PROBLEM DETAILS: Copy out each line of the data that holds the word "service".

********

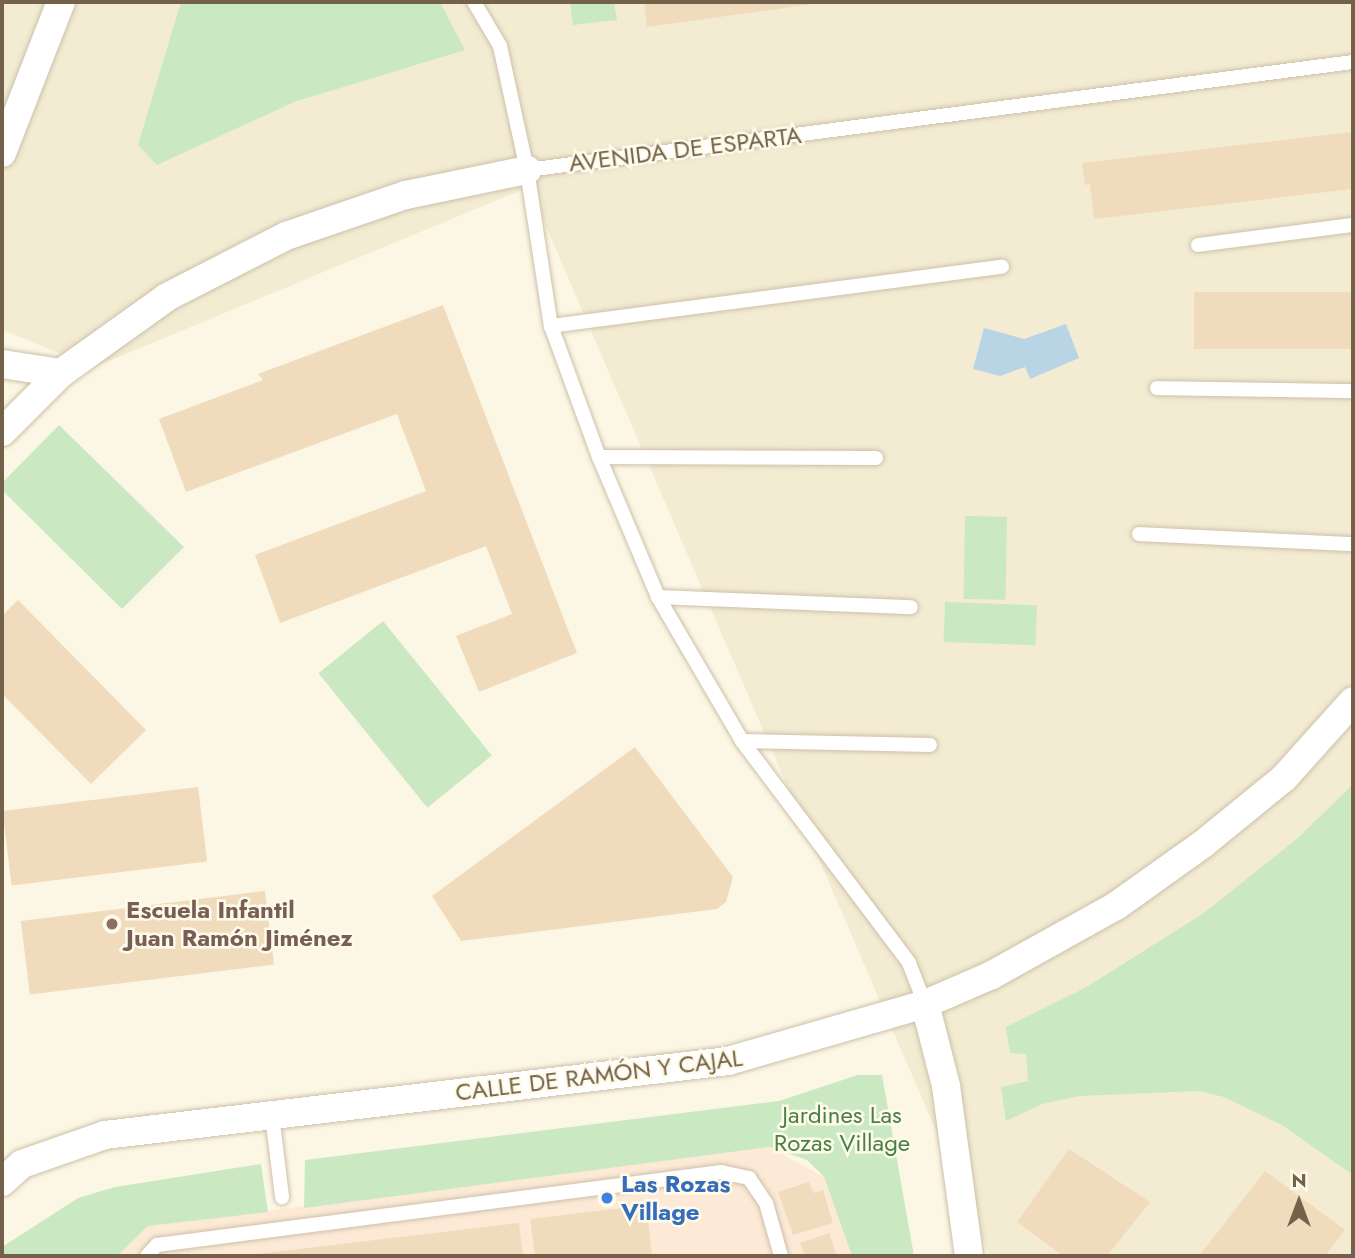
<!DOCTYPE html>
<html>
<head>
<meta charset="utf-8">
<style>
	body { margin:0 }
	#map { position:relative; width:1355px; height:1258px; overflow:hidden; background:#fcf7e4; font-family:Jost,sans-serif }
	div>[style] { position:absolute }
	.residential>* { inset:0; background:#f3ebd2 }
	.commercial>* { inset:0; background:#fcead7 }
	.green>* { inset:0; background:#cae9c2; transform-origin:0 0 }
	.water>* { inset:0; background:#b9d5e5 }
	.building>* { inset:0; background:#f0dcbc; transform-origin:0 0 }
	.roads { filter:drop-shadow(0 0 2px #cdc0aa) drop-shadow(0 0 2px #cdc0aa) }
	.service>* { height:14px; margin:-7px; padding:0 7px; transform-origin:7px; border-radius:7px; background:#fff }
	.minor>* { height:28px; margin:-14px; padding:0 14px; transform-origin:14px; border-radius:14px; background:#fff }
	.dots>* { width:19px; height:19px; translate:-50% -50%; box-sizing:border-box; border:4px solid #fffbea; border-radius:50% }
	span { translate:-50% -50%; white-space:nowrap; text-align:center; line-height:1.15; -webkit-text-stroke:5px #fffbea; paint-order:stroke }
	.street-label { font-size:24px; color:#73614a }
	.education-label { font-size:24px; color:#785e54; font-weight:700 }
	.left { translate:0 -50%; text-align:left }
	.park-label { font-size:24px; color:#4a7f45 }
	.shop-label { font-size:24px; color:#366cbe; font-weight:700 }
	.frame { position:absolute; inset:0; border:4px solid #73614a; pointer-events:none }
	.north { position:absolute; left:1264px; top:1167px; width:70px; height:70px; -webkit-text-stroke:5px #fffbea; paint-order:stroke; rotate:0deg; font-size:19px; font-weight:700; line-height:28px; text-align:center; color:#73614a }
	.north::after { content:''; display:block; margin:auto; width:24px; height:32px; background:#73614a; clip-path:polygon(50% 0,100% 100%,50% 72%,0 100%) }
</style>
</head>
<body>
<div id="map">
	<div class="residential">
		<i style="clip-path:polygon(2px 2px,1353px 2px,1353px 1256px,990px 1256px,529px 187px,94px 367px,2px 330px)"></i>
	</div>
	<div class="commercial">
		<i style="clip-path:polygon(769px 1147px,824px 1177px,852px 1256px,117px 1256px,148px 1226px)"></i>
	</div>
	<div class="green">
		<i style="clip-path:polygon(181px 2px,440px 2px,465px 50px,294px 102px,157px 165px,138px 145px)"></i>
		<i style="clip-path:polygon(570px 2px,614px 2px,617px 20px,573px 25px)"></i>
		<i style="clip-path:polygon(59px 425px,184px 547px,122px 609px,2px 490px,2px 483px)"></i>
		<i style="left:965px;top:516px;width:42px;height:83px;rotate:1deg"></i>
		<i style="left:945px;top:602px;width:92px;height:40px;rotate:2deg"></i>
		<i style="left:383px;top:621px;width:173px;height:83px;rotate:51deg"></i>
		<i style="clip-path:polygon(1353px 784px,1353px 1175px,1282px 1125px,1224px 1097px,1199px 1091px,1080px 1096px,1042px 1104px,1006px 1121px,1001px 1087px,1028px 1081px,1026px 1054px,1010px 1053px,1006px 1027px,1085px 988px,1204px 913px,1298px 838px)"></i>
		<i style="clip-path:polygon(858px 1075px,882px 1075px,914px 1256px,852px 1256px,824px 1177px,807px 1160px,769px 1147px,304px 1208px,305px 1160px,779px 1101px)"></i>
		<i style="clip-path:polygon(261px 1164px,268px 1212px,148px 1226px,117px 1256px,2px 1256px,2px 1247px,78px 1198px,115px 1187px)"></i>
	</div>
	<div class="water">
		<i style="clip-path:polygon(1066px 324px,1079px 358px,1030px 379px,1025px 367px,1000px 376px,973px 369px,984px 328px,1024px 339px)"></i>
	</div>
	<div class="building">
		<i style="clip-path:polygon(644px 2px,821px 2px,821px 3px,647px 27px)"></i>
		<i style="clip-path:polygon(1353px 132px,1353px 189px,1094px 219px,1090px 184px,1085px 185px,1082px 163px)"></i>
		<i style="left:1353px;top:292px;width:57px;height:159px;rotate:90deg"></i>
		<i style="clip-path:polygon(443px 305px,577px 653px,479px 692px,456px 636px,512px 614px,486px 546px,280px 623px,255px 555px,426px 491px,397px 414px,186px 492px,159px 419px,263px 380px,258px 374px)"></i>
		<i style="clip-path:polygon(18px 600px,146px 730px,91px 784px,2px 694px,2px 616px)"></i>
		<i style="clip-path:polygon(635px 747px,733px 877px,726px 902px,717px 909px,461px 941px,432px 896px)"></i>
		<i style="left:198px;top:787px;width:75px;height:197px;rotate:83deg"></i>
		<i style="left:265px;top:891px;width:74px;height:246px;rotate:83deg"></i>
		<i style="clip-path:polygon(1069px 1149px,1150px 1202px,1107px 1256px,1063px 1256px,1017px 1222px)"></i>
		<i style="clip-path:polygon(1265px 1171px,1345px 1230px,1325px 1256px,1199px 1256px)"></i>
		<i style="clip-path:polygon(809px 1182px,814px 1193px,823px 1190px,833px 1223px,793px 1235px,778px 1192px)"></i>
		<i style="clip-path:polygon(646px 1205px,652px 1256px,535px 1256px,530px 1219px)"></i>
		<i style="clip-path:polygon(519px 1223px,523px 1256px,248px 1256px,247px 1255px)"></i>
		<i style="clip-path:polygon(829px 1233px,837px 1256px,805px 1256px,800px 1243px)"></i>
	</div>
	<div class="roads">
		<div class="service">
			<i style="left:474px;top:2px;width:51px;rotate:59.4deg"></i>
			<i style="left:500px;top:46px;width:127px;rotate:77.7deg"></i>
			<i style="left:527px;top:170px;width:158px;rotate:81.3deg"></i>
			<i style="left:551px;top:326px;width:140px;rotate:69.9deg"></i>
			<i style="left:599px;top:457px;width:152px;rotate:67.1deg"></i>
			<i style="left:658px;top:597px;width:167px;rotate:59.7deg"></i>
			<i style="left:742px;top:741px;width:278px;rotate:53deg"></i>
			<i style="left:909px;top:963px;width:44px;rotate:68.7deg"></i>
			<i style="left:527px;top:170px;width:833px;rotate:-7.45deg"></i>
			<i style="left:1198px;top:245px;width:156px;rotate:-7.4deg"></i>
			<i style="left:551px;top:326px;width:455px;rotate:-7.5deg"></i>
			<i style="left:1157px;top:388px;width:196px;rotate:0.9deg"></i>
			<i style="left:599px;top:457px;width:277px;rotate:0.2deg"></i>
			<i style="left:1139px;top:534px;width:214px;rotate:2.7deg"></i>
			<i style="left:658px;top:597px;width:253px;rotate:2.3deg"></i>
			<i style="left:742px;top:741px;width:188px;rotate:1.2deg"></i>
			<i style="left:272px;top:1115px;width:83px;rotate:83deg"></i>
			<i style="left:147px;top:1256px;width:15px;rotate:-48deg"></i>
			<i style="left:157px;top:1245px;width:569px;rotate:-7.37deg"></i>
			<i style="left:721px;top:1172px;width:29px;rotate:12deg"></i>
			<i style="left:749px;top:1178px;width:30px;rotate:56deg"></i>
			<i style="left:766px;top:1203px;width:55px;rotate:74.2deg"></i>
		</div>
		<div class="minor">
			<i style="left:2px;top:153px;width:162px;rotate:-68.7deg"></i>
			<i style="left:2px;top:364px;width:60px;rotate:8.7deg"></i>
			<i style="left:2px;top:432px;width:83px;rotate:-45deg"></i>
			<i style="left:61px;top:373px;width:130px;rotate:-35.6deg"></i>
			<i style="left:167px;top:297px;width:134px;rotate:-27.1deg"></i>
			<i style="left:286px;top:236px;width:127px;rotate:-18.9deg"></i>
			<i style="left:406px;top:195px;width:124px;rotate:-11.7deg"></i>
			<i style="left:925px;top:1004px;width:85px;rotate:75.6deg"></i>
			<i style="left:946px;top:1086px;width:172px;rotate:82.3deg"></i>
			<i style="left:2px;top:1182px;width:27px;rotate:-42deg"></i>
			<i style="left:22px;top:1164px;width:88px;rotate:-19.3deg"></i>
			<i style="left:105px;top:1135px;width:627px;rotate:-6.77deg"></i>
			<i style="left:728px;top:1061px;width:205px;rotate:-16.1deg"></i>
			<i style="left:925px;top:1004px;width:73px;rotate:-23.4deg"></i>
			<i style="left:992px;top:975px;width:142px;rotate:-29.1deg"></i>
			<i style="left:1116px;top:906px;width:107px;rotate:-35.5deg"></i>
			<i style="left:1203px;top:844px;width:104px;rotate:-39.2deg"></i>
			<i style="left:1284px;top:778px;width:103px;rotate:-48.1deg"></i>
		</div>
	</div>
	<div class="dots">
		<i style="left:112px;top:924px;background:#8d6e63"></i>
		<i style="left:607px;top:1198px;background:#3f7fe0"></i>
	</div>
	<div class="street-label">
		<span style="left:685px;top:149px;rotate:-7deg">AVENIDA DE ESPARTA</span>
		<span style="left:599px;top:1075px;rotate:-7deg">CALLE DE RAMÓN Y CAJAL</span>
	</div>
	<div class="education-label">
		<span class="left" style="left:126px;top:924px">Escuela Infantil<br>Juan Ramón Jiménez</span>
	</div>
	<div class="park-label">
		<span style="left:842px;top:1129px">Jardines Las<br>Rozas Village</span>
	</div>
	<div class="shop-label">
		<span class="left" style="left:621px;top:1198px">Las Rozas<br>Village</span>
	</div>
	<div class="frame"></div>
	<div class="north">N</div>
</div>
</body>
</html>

********

OUTPUT FOR THIS EXERCISE:
	.service>* { height:14px; margin:-7px; padding:0 7px; transform-origin:7px; border-radius:7px; background:#fff }
		<div class="service">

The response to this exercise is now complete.